La raison de cette censure est très simple : le film s’attaque à un sujet sensible en Malaisie, en s’autorisant quelques libertés. Il évoque l’histoire vraie d’un « accident » lors d’un rituel shamanique, où un homme politique renommé du pays s’est retrouvé décapité par une ex-star de la chanson locale s’étant plongée dans la magie noire. Le film nous fait part du procès de cette femme, avec en parallèle son avocat qui enquête quant à la disparition de sa propre fille. Un vaste programme s’étalant sur quelques 110 minutes et mettant la patience du spectateur à rude épreuve. Bien que tourné il y a un peu plus de 10 ans, le film souffre d’une esthétique et d’une mise en scène datée, pleine de gimmicks d’un autre âge, qui peuvent donner à penser que la péloche sort tout droit des années 90. Les quelques scènes de fantastique nous laissent à voir notre sorcière enfermée dans une cellule très sombre, se désarticuler façon Ring de bas étage, les pieds en avant, le corps en arrière, gesticulant comme si les membres ne répondaient pas du même cerveau. Quelques secondes suffisent à notre œil pour remarquer que, dans la pénombre, se cache un acteur qui gigote les jambes, tandis que notre sorcière agite les bras. Une maladresse présente tout au long du film et qui décuple exponentiellement la sensation d’amateurisme du tout.

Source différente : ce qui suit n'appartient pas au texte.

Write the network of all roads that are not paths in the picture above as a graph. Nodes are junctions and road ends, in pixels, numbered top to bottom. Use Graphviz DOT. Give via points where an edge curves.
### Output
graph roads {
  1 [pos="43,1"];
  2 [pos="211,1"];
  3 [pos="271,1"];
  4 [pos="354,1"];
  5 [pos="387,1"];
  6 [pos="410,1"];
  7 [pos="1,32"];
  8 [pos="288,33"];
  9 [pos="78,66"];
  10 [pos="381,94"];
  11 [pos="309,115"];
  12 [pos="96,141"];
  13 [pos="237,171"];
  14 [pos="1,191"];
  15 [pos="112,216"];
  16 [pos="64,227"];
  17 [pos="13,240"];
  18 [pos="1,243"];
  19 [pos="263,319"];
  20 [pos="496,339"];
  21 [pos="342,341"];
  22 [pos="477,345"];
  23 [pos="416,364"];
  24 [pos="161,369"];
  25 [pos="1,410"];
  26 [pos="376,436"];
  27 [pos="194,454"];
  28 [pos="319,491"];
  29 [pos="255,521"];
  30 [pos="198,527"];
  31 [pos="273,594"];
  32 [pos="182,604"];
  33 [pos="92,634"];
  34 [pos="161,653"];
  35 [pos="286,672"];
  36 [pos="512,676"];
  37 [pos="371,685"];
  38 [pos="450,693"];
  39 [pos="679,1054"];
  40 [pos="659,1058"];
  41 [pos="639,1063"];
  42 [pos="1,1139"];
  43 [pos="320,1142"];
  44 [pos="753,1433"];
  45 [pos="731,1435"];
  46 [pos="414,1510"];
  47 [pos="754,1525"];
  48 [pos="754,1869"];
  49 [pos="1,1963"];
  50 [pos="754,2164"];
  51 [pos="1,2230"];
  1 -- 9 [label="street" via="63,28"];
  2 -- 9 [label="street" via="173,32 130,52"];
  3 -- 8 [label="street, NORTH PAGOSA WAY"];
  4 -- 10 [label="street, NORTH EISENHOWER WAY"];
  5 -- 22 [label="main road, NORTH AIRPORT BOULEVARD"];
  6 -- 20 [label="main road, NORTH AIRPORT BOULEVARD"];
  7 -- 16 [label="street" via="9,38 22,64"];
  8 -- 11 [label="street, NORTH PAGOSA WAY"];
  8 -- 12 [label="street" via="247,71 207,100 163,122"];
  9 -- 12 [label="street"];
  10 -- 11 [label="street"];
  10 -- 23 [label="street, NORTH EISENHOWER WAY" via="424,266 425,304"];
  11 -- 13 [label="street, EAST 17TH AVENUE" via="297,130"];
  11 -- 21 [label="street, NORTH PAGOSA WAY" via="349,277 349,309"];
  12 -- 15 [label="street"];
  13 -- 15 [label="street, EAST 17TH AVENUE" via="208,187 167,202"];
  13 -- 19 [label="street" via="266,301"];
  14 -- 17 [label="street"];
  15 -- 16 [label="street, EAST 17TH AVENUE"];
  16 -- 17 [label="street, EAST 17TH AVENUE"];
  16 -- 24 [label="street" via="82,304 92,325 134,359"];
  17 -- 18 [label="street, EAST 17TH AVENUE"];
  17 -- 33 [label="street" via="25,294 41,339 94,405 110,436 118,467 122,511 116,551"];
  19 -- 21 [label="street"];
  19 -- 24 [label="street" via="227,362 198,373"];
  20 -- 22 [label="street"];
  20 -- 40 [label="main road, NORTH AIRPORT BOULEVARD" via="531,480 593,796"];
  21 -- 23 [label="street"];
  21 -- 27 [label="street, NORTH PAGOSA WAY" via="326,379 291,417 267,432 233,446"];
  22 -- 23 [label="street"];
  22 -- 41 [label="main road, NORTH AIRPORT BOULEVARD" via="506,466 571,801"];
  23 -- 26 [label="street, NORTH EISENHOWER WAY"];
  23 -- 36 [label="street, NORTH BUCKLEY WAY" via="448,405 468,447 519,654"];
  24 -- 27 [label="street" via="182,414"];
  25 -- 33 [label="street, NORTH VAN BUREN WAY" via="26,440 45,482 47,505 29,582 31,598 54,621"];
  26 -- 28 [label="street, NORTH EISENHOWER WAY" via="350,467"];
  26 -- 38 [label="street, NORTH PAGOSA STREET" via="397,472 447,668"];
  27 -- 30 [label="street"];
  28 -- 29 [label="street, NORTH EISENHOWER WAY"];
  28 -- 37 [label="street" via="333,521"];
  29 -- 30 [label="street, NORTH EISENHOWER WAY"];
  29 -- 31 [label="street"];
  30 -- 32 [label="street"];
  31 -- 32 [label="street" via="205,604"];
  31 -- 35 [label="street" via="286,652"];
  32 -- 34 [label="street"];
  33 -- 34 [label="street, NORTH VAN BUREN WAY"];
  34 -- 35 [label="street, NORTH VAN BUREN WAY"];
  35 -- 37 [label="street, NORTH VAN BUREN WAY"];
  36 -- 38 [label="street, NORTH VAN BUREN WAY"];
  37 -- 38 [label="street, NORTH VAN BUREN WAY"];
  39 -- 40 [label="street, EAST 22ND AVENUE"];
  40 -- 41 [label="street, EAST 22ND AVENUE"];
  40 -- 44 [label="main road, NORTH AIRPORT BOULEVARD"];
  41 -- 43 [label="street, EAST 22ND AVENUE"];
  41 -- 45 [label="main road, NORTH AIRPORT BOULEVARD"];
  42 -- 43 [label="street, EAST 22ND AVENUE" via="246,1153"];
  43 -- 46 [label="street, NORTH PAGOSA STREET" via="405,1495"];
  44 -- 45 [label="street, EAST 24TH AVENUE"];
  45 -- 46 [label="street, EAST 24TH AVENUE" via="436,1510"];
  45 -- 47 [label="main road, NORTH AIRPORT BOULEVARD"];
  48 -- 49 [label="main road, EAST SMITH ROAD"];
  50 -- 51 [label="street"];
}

Mais du coup, je me sens assez légitime pour dire que la direction des acteurs est à côté de la plaque, ça sur-joue, ça se pavane, ça tombe régulièrement dans le grotesque. Côté mise-en-scène, je l’évoquais plus haut, c’est extrêmement faible, c’est daté, paresseux, austère, inoffensif. L’écriture est bavarde, insipide, creuse, prévisible. La lumière est plate et le montage indolent (il a certainement souffert de la censure, mais à quel point ?). Bref, le film est antipathique. Une belle accumulation d’adjectifs qui caractérisent une péloche aussitôt vue, aussitôt oubliée, avec quand même cette sensation désagréable d’engourdissement et d’ennui à chaque fois que je tombe sur un screen du film. Comme un membre amputé qui se rappelle à nous de temps à autre. Se procurer Dukun tiendra certainement du parcours du combattant, mais je laisse les plus curieux d’entre-vous tenter l’aventure, mais vous ne pourrez pas dire que vous n’aviez pas été prévenus. Pour le reste, je me décharge de toute responsabilité quant à votre soirée ciné avec madame ou monsieur, qui tombera à l’eau lorsque l’une ou l’autre s’écroulera dans le canapé en ronflant à réveiller les morts. Je ne dis pas ça pour rien, le camarade BenJ-B s’est endormi à côté de moi lors de la projection du film, et deux autres types faisaient rire la salle entière en ronflant la gueule grande ouverte devant un merdier qui ne restera pas dans les annales. Bref, encore un grand film à l’Étrange Festival 2018.
Jérémie N.
Note du rédacteur : 1/5 (Navet)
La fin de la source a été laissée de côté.